▸ **WORK REQUIRED**:
Go through the lines below. Copy those with "points".

[DATA RECORDS — start]

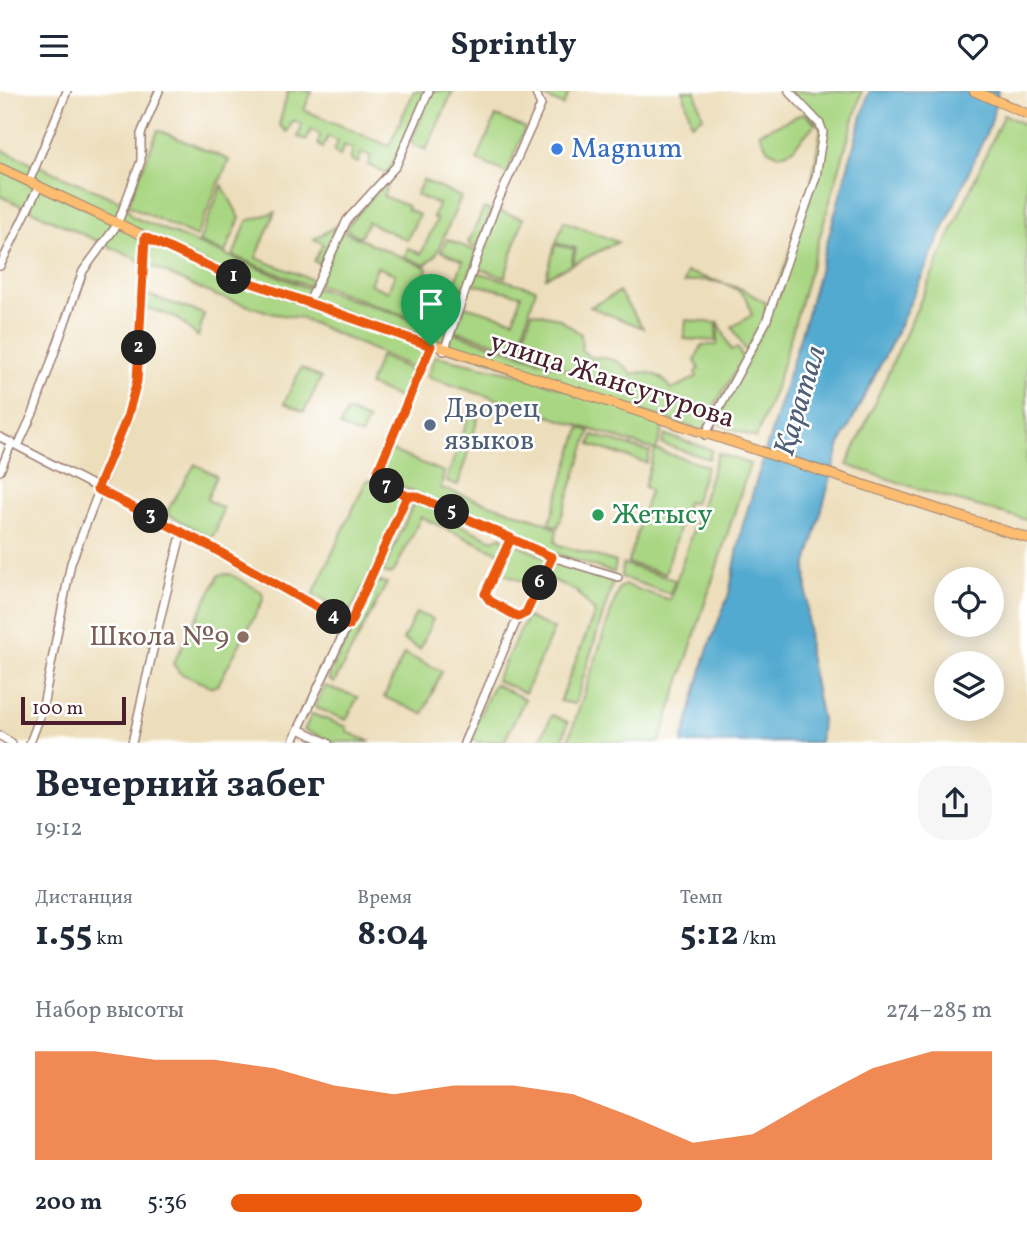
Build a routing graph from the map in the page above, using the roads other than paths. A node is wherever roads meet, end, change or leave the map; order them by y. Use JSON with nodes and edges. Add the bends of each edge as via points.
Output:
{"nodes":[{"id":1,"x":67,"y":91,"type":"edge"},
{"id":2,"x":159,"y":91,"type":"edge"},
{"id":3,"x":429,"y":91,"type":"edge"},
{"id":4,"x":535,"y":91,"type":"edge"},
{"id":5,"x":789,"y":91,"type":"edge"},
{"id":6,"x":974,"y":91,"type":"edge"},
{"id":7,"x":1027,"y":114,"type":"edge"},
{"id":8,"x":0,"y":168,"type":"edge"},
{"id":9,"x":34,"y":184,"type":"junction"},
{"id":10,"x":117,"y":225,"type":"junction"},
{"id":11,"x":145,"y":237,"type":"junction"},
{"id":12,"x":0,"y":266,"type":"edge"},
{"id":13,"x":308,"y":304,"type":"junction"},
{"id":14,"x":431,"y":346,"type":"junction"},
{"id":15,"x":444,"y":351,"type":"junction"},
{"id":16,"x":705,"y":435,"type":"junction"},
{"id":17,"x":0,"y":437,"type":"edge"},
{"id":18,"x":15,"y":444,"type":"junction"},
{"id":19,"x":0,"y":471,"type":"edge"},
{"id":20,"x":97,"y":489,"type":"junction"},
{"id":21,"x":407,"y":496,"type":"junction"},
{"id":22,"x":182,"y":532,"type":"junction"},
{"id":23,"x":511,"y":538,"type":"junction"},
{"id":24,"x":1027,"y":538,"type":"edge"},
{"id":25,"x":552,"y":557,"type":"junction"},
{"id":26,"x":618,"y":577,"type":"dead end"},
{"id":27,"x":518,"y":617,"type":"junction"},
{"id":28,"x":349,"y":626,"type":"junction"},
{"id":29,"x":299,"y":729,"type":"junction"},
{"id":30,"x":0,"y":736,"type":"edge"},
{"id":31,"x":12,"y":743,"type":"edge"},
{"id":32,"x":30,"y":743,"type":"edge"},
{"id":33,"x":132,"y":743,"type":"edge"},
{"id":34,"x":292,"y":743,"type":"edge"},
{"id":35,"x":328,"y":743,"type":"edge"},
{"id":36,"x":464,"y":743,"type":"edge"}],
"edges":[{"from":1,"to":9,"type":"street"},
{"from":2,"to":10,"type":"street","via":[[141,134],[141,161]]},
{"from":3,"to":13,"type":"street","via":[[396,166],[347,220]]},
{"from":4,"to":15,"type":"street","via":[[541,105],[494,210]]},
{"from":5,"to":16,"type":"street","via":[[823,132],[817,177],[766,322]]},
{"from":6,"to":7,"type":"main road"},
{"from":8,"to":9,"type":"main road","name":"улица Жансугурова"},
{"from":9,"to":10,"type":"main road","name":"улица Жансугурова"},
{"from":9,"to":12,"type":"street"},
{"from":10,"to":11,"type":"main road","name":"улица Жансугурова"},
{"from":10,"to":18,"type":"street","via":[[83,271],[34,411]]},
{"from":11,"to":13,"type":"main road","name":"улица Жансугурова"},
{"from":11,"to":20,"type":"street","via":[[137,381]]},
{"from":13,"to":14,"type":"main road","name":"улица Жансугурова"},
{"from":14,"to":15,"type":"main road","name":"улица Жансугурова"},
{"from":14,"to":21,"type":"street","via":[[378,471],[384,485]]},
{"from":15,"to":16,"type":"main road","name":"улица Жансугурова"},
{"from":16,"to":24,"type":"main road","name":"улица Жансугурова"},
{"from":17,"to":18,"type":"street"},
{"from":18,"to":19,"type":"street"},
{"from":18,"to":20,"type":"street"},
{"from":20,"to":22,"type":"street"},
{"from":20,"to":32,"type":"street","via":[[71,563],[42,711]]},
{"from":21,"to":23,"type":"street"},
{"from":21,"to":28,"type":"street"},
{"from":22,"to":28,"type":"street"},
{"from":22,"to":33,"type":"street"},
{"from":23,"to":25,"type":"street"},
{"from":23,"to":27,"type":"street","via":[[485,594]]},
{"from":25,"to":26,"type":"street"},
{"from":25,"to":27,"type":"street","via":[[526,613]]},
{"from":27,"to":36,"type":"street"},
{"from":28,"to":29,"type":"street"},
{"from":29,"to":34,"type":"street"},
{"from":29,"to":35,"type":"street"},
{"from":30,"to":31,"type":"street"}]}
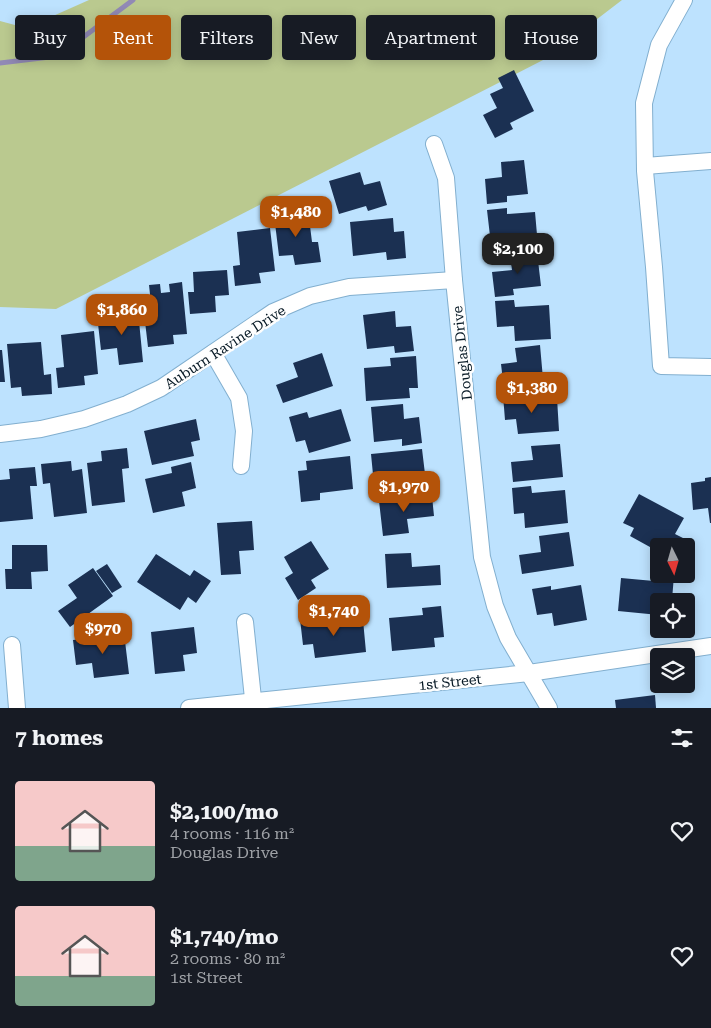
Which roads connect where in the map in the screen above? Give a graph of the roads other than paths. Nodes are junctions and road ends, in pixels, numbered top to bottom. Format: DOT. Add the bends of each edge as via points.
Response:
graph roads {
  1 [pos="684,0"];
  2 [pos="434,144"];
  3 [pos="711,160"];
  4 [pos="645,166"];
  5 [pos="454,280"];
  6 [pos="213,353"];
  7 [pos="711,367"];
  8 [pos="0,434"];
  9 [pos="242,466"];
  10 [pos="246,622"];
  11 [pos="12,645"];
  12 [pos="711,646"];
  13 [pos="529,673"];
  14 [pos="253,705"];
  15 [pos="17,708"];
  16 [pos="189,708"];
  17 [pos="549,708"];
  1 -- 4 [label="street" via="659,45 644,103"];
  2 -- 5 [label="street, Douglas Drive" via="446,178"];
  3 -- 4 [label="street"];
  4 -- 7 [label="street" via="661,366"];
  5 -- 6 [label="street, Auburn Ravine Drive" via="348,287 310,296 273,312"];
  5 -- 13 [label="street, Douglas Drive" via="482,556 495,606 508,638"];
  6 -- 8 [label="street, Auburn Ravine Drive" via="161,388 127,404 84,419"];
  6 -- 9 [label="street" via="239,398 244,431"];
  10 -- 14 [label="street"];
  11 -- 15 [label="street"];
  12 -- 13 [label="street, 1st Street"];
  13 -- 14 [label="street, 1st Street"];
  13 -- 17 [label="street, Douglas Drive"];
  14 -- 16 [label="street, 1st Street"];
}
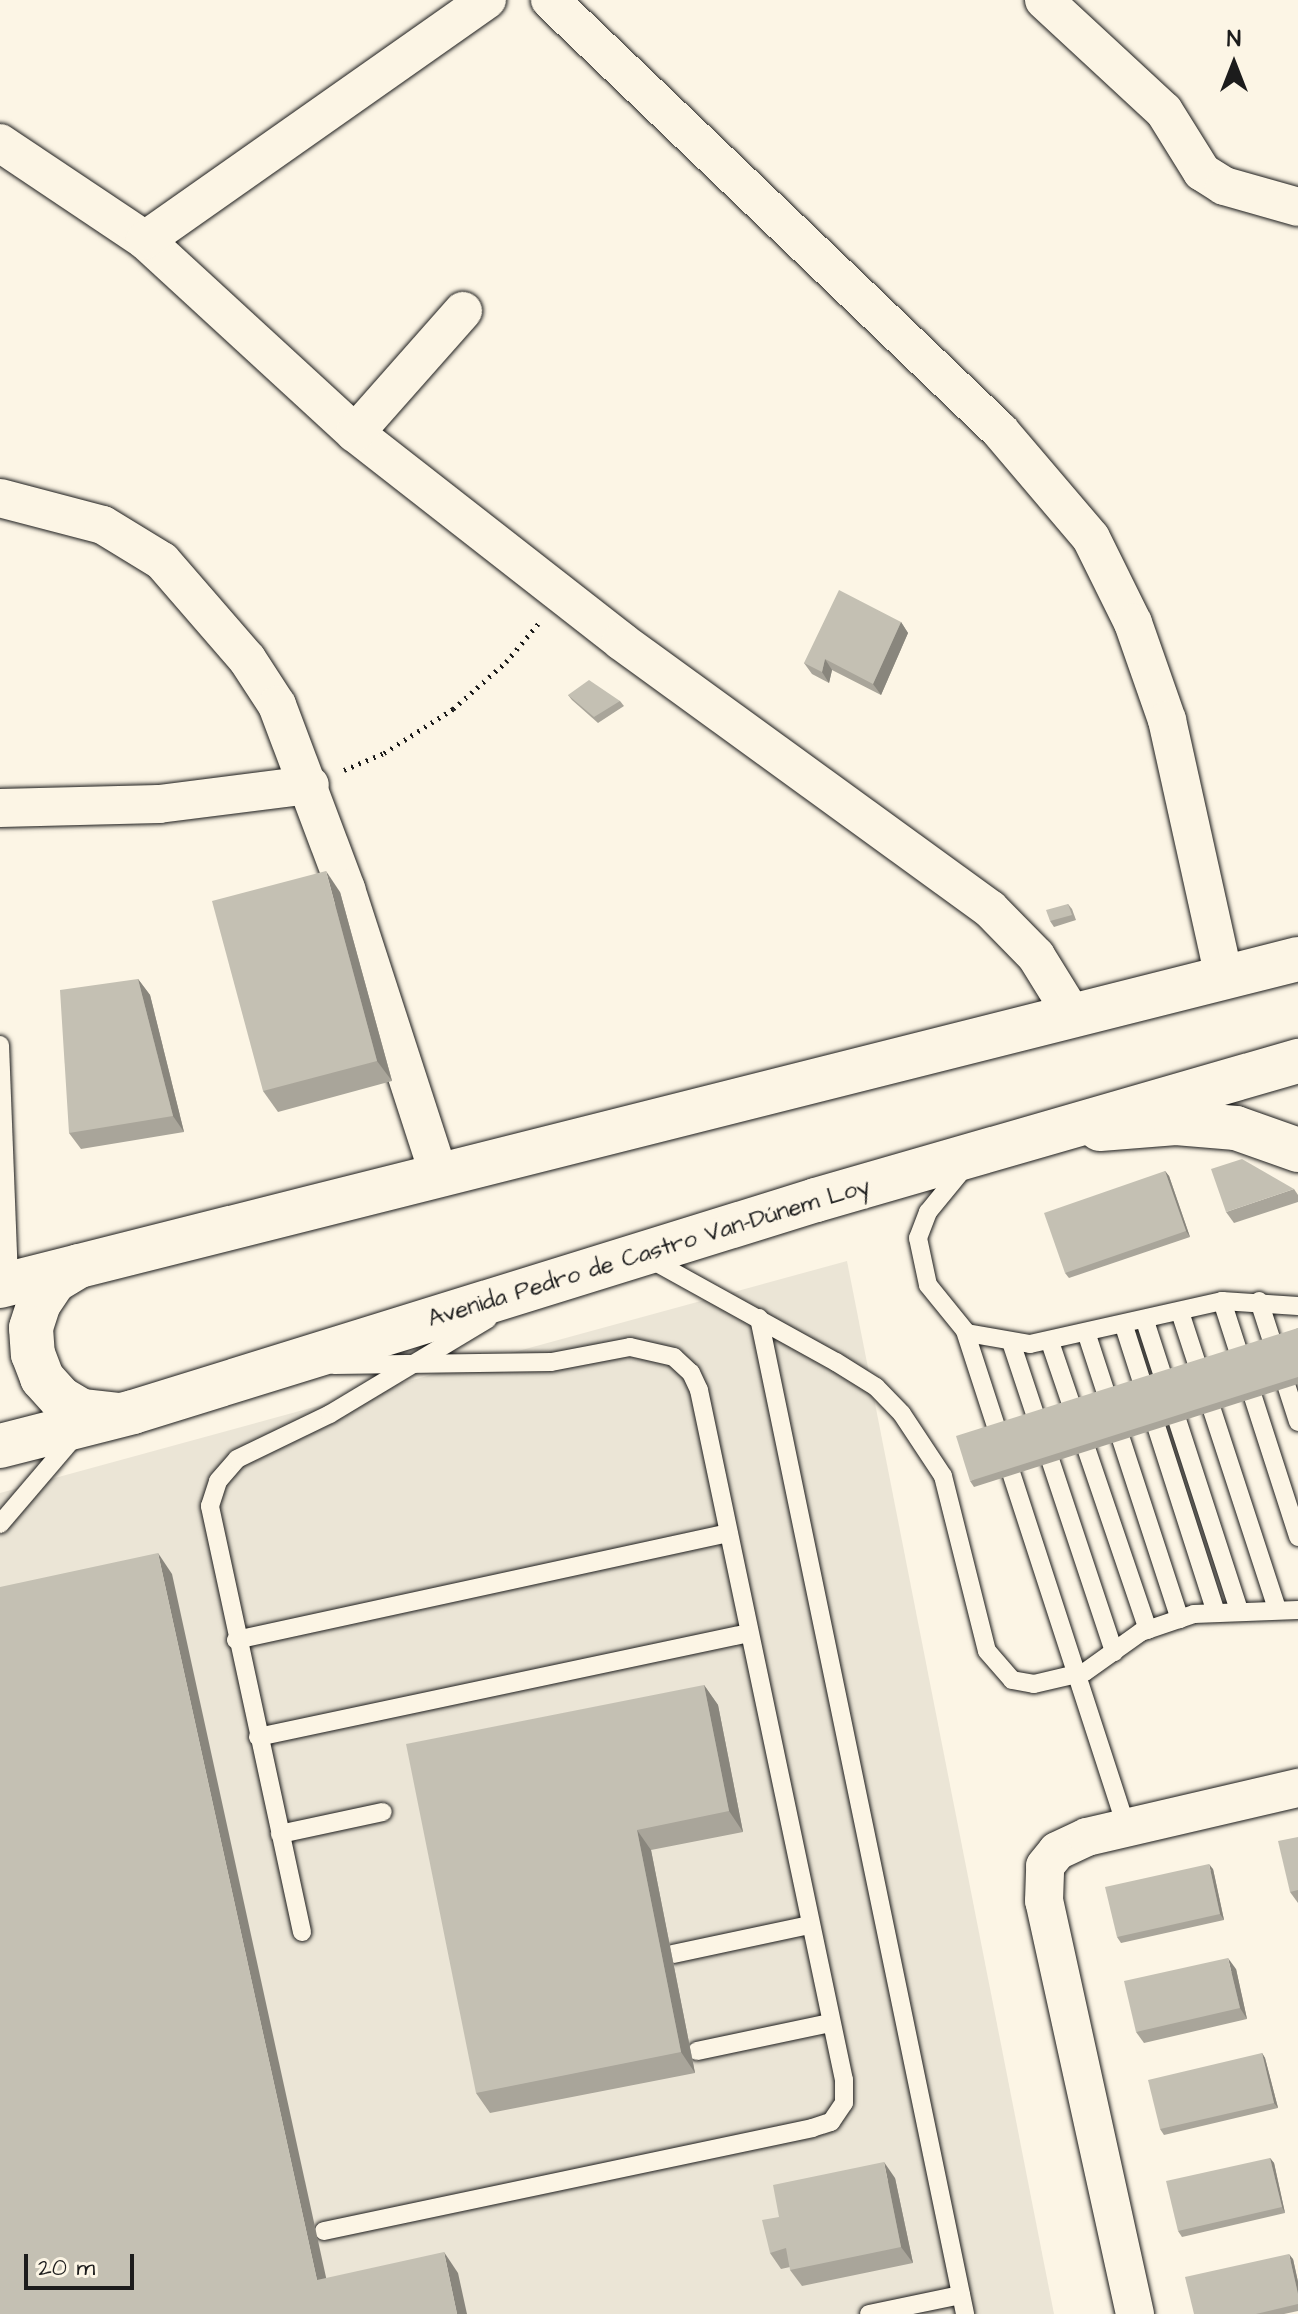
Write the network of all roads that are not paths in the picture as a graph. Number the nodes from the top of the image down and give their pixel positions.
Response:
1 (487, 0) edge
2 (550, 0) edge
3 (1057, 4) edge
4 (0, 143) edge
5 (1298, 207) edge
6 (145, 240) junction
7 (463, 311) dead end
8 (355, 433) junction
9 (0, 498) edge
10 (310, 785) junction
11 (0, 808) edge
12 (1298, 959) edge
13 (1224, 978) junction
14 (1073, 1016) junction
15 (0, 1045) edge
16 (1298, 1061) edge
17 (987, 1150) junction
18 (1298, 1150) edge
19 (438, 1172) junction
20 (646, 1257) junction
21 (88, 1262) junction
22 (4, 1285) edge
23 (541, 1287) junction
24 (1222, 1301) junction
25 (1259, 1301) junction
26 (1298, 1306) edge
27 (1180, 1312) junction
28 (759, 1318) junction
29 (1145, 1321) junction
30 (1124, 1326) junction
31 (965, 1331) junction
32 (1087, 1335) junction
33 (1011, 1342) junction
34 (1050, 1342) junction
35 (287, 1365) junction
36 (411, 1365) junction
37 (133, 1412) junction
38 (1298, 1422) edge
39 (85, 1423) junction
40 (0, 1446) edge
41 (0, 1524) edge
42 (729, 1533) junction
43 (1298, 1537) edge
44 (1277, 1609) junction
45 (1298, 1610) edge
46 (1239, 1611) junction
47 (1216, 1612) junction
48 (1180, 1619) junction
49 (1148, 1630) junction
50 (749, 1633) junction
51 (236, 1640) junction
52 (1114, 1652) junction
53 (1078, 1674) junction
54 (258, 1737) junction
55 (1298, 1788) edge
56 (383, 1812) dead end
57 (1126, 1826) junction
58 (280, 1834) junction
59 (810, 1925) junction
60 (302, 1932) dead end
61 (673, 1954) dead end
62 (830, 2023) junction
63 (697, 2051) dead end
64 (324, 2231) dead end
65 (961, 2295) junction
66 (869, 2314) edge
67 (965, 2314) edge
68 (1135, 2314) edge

[DATA RECORDS — finish]

▸ **OUTPUT FOR THIS TASK**:
Build a routing graph from the map in the page above, using the roads other than paths. A node is wherever roads meet, end, change or leave the map; order them by y. Use JSON with nodes and edges. Add the bends of each edge as via points.
Which roads connect where in the map in the screen above? Give a graph of the roads other than paths. Nodes are junctions and road ends, in pixels, numbered top to bottom. Format: DOT. Add the bends of each edge as via points.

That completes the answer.